§ DESCRIPTION OF THE TASK: Return the data below exactly, but only from the line containing "index tip: (230, 161)" through the line containing "pinky dip: (239, 248)", with both of those lines included.

§ RECORDS FOR THIS TASK:
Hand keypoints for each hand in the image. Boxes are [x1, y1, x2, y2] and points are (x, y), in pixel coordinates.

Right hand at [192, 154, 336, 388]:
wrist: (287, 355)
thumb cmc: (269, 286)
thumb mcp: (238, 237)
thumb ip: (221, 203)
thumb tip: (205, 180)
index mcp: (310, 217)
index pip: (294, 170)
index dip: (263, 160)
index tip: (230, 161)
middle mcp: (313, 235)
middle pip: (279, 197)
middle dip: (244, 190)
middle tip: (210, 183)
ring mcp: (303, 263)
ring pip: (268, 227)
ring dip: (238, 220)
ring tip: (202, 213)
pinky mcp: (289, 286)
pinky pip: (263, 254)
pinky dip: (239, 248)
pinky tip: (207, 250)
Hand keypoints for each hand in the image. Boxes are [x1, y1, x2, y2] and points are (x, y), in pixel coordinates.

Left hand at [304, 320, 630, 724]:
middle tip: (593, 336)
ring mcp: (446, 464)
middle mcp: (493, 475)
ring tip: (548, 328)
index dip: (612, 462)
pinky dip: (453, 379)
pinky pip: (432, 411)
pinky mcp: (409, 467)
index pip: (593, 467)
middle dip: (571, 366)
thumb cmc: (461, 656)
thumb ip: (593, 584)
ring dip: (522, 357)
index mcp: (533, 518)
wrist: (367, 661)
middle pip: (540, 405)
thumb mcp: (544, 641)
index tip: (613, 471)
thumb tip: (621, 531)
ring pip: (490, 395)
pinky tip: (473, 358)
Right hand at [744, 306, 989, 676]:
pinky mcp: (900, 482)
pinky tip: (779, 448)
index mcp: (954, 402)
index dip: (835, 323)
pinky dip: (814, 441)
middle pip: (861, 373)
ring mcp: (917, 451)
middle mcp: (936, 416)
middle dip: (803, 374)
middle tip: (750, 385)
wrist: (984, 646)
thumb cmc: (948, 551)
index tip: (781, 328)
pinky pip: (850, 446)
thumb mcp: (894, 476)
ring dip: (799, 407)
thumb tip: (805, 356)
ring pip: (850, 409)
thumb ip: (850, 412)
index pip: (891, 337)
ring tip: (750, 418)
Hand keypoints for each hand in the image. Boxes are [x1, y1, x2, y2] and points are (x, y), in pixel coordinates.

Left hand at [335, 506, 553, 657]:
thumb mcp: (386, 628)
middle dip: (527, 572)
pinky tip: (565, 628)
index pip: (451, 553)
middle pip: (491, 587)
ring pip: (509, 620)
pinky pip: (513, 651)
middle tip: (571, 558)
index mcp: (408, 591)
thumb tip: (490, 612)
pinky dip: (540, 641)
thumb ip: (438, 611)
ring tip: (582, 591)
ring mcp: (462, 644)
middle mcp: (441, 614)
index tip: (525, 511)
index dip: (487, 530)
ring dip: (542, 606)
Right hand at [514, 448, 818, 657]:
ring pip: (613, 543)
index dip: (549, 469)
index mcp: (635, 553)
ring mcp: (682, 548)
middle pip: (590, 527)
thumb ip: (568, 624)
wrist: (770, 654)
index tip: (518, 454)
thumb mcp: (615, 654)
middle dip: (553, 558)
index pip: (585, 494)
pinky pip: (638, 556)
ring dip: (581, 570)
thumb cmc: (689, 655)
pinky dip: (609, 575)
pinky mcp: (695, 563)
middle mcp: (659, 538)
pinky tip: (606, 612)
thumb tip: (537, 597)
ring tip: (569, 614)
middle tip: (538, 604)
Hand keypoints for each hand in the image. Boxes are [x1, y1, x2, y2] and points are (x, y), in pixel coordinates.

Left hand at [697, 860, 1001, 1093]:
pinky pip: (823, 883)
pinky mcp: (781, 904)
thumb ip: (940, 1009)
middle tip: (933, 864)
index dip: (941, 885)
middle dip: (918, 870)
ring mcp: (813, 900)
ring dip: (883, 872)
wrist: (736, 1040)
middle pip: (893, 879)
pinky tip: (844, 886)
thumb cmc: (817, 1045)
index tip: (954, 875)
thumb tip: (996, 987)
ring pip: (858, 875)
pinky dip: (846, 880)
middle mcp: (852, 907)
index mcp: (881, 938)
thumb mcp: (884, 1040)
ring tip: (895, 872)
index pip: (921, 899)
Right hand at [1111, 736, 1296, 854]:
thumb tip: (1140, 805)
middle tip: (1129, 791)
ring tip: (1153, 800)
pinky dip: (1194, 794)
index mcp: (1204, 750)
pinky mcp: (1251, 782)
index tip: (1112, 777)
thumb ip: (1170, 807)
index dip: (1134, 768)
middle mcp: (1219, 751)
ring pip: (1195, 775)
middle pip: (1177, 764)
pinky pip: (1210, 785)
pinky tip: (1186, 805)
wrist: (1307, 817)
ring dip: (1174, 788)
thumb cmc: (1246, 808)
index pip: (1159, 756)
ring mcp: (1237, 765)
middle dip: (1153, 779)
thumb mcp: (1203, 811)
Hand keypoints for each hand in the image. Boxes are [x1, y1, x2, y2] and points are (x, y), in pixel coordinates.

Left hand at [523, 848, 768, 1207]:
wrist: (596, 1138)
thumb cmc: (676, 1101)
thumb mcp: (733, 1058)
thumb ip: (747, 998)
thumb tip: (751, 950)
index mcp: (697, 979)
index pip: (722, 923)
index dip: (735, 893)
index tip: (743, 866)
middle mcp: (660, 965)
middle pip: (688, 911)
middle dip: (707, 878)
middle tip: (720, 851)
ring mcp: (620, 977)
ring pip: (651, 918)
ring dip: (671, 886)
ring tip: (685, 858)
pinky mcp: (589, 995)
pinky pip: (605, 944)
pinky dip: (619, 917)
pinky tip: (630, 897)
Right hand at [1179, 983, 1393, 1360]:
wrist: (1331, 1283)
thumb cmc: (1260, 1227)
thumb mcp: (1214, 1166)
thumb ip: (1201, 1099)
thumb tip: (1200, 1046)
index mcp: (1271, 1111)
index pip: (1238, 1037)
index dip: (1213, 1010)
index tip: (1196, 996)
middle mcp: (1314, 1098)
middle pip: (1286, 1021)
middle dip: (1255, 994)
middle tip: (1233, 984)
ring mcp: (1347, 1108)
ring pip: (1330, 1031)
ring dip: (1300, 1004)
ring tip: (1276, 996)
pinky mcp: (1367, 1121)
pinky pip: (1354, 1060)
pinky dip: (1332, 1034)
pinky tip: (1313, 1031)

§ YOUR SOLUTION:
index tip: (230, 161)
middle mcp: (313, 235)
middle pip: (279, 197)
middle dip: (244, 190)
middle tip: (210, 183)
ring mcp: (303, 263)
ring pip: (268, 227)
ring dip: (238, 220)
ring tip: (202, 213)
pinky mcp: (289, 286)
pinky pip: (263, 254)
pinky dip: (239, 248)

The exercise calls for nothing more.